Note that the data frames must have the same variables!
data1 <- data1[,-7]
head(data1)
## date year month day EAD date_new
## 1 2014/1/1 2014 1 1 100 2014-01-01
## 2 2014/1/2 2014 1 2 118 2014-01-02
## 3 2014/1/3 2014 1 3 91 2014-01-03
## 4 2014/1/4 2014 1 4 82 2014-01-04
## 5 2014/1/5 2014 1 5 115 2014-01-05
## 6 2014/1/6 2014 1 6 93 2014-01-06
Combine it!
data3 <- rbind(data1, data2)
head(data3)
## date year month day EAD date_new
## 1 2014/1/1 2014 1 1 100 2014-01-01
## 2 2014/1/2 2014 1 2 118 2014-01-02
## 3 2014/1/3 2014 1 3 91 2014-01-03
## 4 2014/1/4 2014 1 4 82 2014-01-04
## 5 2014/1/5 2014 1 5 115 2014-01-05
## 6 2014/1/6 2014 1 6 93 2014-01-06
To merge two data frames horizontally, you use the
merge() function.
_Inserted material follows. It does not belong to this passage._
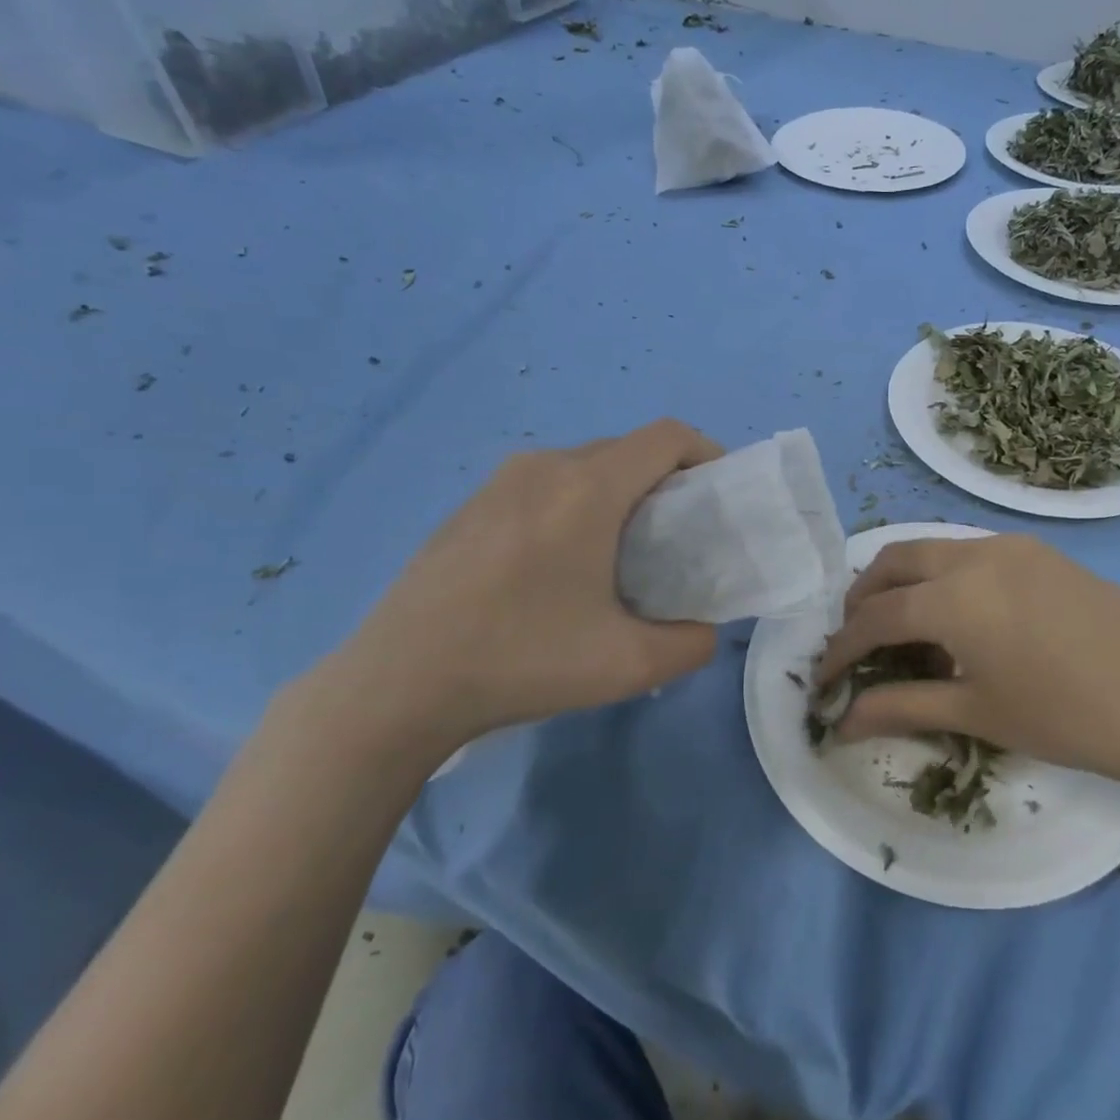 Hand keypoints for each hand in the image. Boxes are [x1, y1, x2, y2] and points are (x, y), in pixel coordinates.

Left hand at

In most cases, two data frames are joined
by one or more common key variables.
🦆 Let’s import environmental data!
env <- read.csv("H:/class2023-advance environmental/Basics of R programming_20230629/dataset/env.csv", skip = 1)
head(env)
## X date dmean temp
## 1 1 2014/4/1 27.083333 13.5
## 2 2 2014/4/2 14.434783 16.5
## 3 3 2014/4/3 21.043478 16.9
## 4 4 2014/4/4 13.416667 11.5
## 5 5 2014/4/5 13.375000 8.2
## 6 6 2014/4/6 8.958333 7.8
🦆 Check (and change) the format of the “date” variable!
env$date_new <- as.Date(env$date, format = "%Y/%m/%d")
head(env)
## X date dmean temp date_new
## 1 1 2014/4/1 27.083333 13.5 2014-04-01
## 2 2 2014/4/2 14.434783 16.5 2014-04-02
## 3 3 2014/4/3 21.043478 16.9 2014-04-03
## 4 4 2014/4/4 13.416667 11.5 2014-04-04
## 5 5 2014/4/5 13.375000 8.2 2014-04-05
## 6 6 2014/4/6 8.958333 7.8 2014-04-06
env <- env[,-c(1,2)]
head(env)
## dmean temp date_new
## 1 27.083333 13.5 2014-04-01
## 2 14.434783 16.5 2014-04-02
## 3 21.043478 16.9 2014-04-03
## 4 13.416667 11.5 2014-04-04
## 5 13.375000 8.2 2014-04-05
## 6 8.958333 7.8 2014-04-06
Subset data3 for only EAD and date_new
data3 <- data3[,5:6]
head(data3)
## EAD date_new
## 1 100 2014-01-01
## 2 118 2014-01-02
## 3 91 2014-01-03
## 4 82 2014-01-04
## 5 115 2014-01-05
## 6 93 2014-01-06
Now merge env and
data3 using merge() function.
data4 <- merge(data3, env, by= c("date_new"), all.x = T)
head(data4)
## date_new EAD dmean temp
## 1 2014-01-01 100 NA NA
## 2 2014-01-02 118 NA NA
## 3 2014-01-03 91 NA NA
## 4 2014-01-04 82 NA NA
## 5 2014-01-05 115 NA NA
## 6 2014-01-06 93 NA NA
summary()summary(data4)
## date_new EAD dmean temp
## Min. :2014-01-01 Min. : 49.00 Min. : 5.50 Min. : 2.10
## 1st Qu.:2014-07-02 1st Qu.: 72.00 1st Qu.:14.00 1st Qu.:12.40
## Median :2014-12-31 Median : 79.00 Median :18.52 Median :19.40
## Mean :2014-12-31 Mean : 80.37 Mean :19.64 Mean :18.38
## 3rd Qu.:2015-07-01 3rd Qu.: 88.00 3rd Qu.:24.17 3rd Qu.:24.23
## Max. :2015-12-31 Max. :133.00 Max. :46.04 Max. :32.10
## NA's :5 NA's :97 NA's :90
is.na() function.na_temp <- is.na(data4$temp)
sum(na_temp)
## [1] 90
Let’s average temperature from data4!
mean(data4$temp)
## [1] NA
We need to omit NA!
mean(data4$temp, na.rm = T)
## [1] 18.38172
🦆 Try other functions to summarize the data (e.g., mean, median, quantile)!
median(data4$temp, na.rm = T)
## [1] 19.4
quantile(data4$temp, probs = c(0.01,0.5,0.9), na.rm= T)
## 1% 50% 90%
## 3.695 19.400 27.900
Display the distribution of a continuous variable by dividing up the range of scores into a specified number of bins on x-axis and displaying the frequency of scores in each bin on the y-axis.
hist(data4$EAD)
A “box-and-whiskers” plot describes the distribution of a continuous variable by plotting its five-number summary: the minimum, lower quartile (25th percentile), median (50th percentile), upper quartile (75th percentile), and maximum.
boxplot(data4$EAD)
We can see the box plots of EAD for each DOW. Let’s make a column for day of week (dow)!
data4$dow <- weekdays(data4$date_new, abbreviate = T)
head(data4)
## date_new EAD dmean temp dow
## 1 2014-01-01 100 NA NA Wed
## 2 2014-01-02 118 NA NA Thu
## 3 2014-01-03 91 NA NA Fri
## 4 2014-01-04 82 NA NA Sat
## 5 2014-01-05 115 NA NA Sun
## 6 2014-01-06 93 NA NA Mon
Then, make the box plots for EAD by dow.
boxplot(data4$EAD ~ data4$dow)
plot(data4$date_new, data4$EAD)
plot(data4$date_new, data4$temp)
Data can be archived or imported into external applications. You can
use the write.csv() function to output an R object to a
csv. file.
For other file types, please check the books or somewhere!!
Reference
Kabacoff, R. I. (2015). R in Action (2nd ed.). Manning Publications.